Their moving performances and a jerky hand-held camera created an almost unbearable
emotional tension throughout the film, leaving viewers crying just 30 minutes
into the two-and-a-half-hour long film. Selma, Bjork's character, has a terrible
secret: she suffers from a hereditary disease that gradually makes her go blind.
She puts away every spare penny of her paltry wages, determined to pay for an
eye operation for her son Gene to save him from the same fate. Whenever life
becomes too much to bear, Selma daydreams of musical comedies, which are played
out in the film with song and dance in vivid color -- a first for Von Trier.

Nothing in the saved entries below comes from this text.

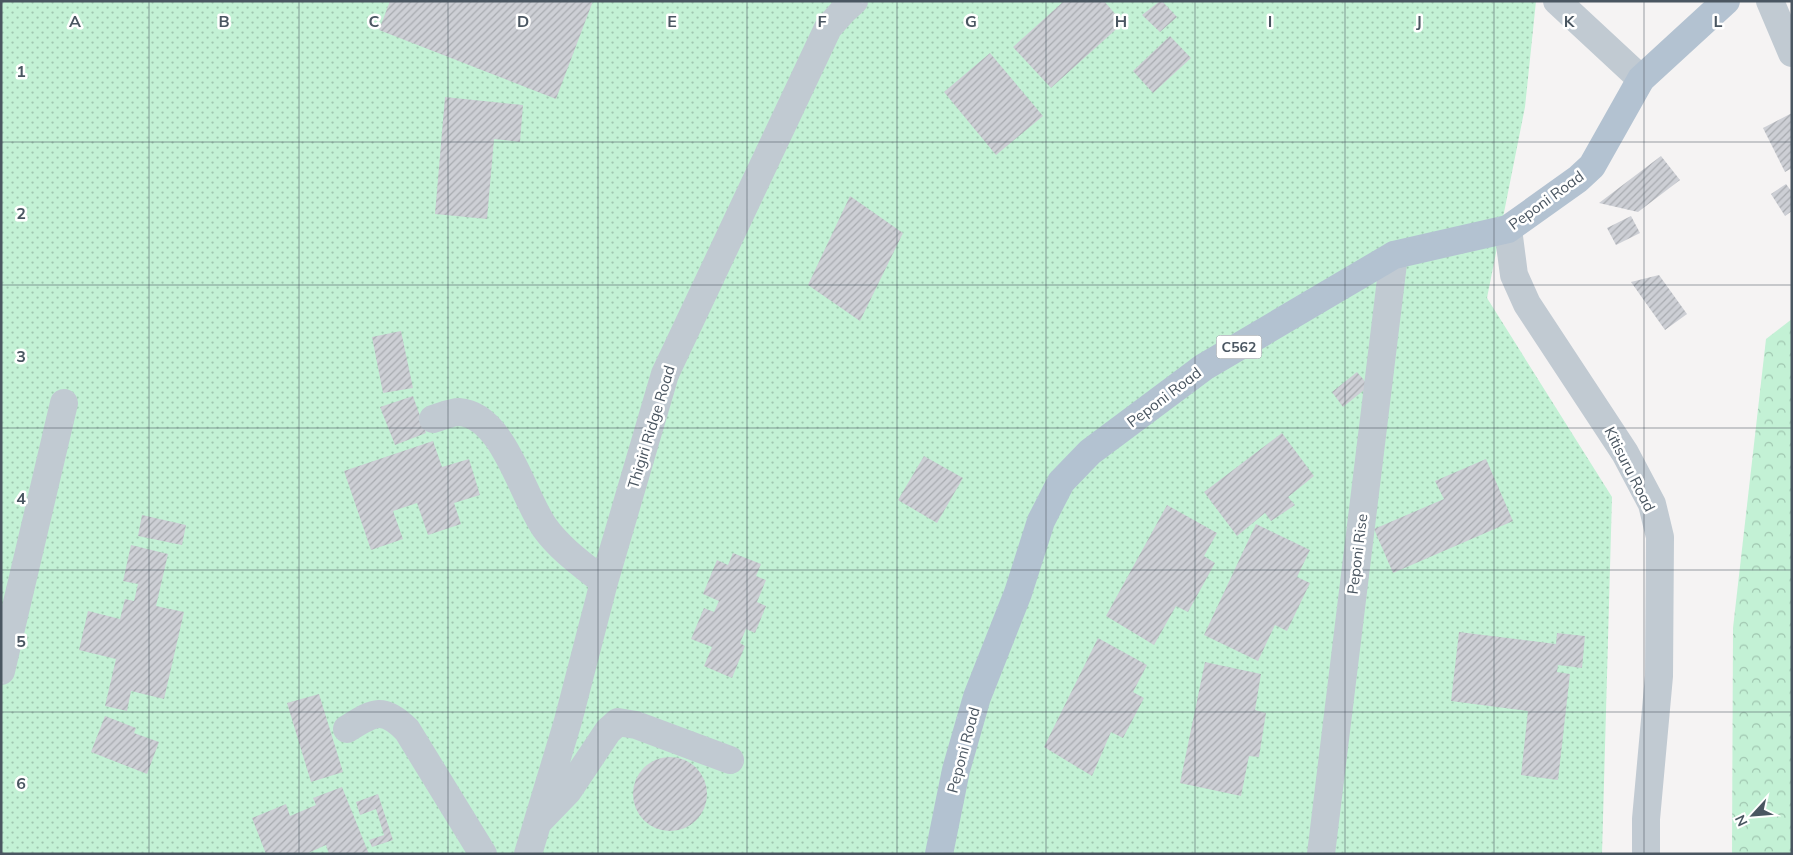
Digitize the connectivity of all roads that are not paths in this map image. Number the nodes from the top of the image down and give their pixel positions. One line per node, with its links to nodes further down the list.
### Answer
1 (1557, 1): 6 (street)
2 (1726, 1): 6 (main road, Peponi Road / C562)
3 (1770, 1): 5 (street)
4 (847, 4): 11 (street, Thigiri Ridge Road)
5 (1792, 53)
6 (1641, 79): 7 (main road, Peponi Road / C562)
7 (1508, 229): 8 (main road, Peponi Road / C562); 19 (street, Kitisuru Road)
8 (1394, 255): 17 (main road, Peponi Road / C562); 18 (street, Peponi Rise)
9 (64, 403): 12 (street)
10 (433, 419): 11 (street)
11 (604, 582): 15 (street, Thigiri Ridge Road)
12 (1, 671)
13 (347, 729): 16 (street)
14 (730, 760): 15 (street)
15 (533, 844)
16 (483, 854)
17 (939, 854)
18 (1320, 854)
19 (1646, 854)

Nest Egg Stolen But everything goes wrong. Selma's vision worsens and she is
fired from her job, only to find her nest egg has been stolen by the friendly
policeman who was like a father to Gene. In a tussle over the money, Selma shoots
the policeman with his own gun and is condemned to death by hanging. Bjork excels
in carrying off her role as a simple-minded Mother Courage despite her lack
of acting experience. ``Bjork is not an actress, which surprised me because
she seems so professional on stage,'' Von Trier said at a rare news conference
appearance. ``She was not acting in the film, she was feeling all the time,
which was extremely hard for her and for everybody. ``This work with Bjork was
very rewarding, but extremely painful for both of us. But now I realize it was
the only way it could be,'' he added. As in ``Breaking the Waves'' and ``The
Idiots'' Von Trier's last two films -- both of which were presented at Cannes
-- the self-sacrifice of the woman character ends in horrible tragedy. But Von
Trier elegantly fended off suggestions that he deliberately makes female characters
suffer in his movies: ``I'm sorry, I didn't do it on purpose. It's not that
I'm trying to make a statement or anything. These women are strong, so it's
not degrading in any way. And I'm not trying to say that people should sacrifice
themselves. they shouldn't.'' Von Trier's camera work, entirely in video, imbues
seemingly empty scenes with terribly intense emotion. Deneuve sought to dispel
rumors that the film was as tense on the set as it was on the screen. ``About
the man, I will tell you nothing, it's very personal. As for the work of the
director, I've learned what I wanted to learn. He is not sure of himself, but
he is sure of what he does,'' she said. ``I love his films, which are terribly
lyrical and terribly melodramatic,'' she added.